▶ [About this task] The data below should be printed in full, exactly, and without any of its images.

▶ [Data provided]

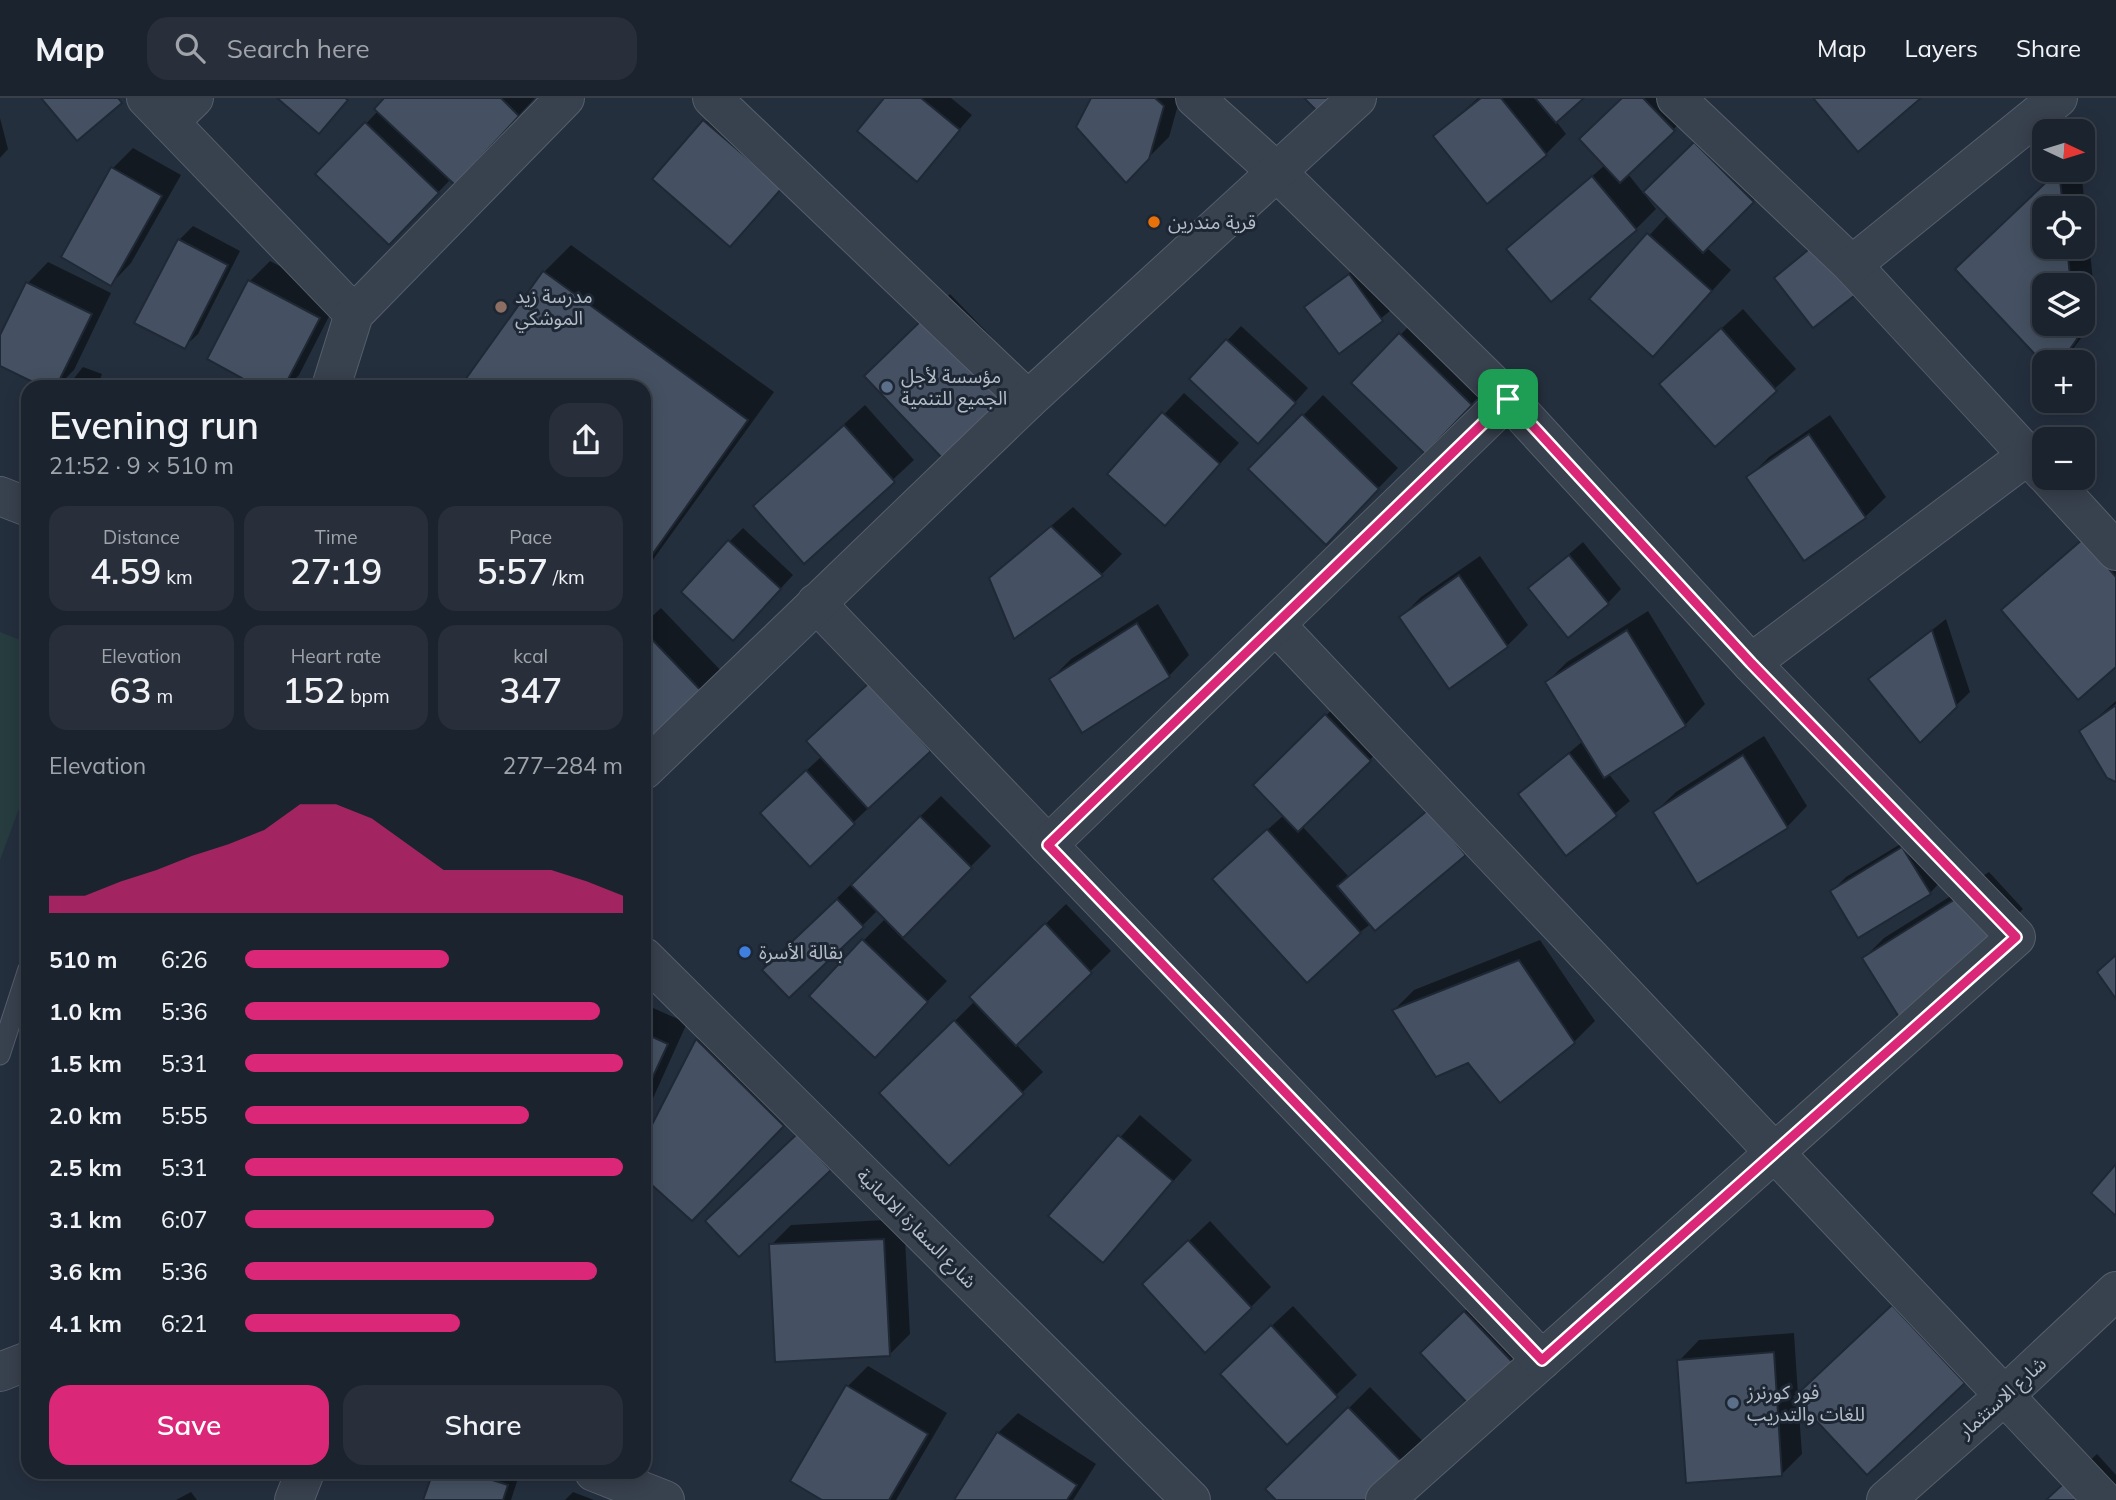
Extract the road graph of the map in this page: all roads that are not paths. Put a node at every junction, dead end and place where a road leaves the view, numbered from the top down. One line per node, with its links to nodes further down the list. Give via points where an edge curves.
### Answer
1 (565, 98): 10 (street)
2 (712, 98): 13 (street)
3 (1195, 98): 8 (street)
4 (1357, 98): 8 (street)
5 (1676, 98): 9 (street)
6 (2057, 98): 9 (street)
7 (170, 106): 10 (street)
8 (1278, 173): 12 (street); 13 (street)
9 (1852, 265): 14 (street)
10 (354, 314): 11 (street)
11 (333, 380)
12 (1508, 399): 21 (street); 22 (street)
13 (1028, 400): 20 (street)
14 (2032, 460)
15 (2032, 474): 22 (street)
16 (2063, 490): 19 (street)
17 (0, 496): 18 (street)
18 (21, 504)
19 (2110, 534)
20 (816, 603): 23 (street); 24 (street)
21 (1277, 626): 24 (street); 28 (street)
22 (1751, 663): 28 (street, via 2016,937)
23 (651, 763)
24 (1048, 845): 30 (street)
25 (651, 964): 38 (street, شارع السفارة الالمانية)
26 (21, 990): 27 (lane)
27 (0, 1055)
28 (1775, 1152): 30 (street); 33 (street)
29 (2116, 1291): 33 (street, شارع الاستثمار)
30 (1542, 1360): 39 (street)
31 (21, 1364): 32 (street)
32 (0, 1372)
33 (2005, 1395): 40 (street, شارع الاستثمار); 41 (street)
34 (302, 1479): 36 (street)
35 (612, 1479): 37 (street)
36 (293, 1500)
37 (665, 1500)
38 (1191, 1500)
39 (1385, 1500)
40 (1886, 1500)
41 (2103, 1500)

▶ [Exercise solution]
Extract the road graph of the map in this page: all roads that are not paths. Put a node at every junction, dead end and place where a road leaves the view, numbered from the top down. One line per node, with its links to nodes further down the list. Give via points where an edge curves.
### Answer
1 (565, 98): 10 (street)
2 (712, 98): 13 (street)
3 (1195, 98): 8 (street)
4 (1357, 98): 8 (street)
5 (1676, 98): 9 (street)
6 (2057, 98): 9 (street)
7 (170, 106): 10 (street)
8 (1278, 173): 12 (street); 13 (street)
9 (1852, 265): 14 (street)
10 (354, 314): 11 (street)
11 (333, 380)
12 (1508, 399): 21 (street); 22 (street)
13 (1028, 400): 20 (street)
14 (2032, 460)
15 (2032, 474): 22 (street)
16 (2063, 490): 19 (street)
17 (0, 496): 18 (street)
18 (21, 504)
19 (2110, 534)
20 (816, 603): 23 (street); 24 (street)
21 (1277, 626): 24 (street); 28 (street)
22 (1751, 663): 28 (street, via 2016,937)
23 (651, 763)
24 (1048, 845): 30 (street)
25 (651, 964): 38 (street, شارع السفارة الالمانية)
26 (21, 990): 27 (lane)
27 (0, 1055)
28 (1775, 1152): 30 (street); 33 (street)
29 (2116, 1291): 33 (street, شارع الاستثمار)
30 (1542, 1360): 39 (street)
31 (21, 1364): 32 (street)
32 (0, 1372)
33 (2005, 1395): 40 (street, شارع الاستثمار); 41 (street)
34 (302, 1479): 36 (street)
35 (612, 1479): 37 (street)
36 (293, 1500)
37 (665, 1500)
38 (1191, 1500)
39 (1385, 1500)
40 (1886, 1500)
41 (2103, 1500)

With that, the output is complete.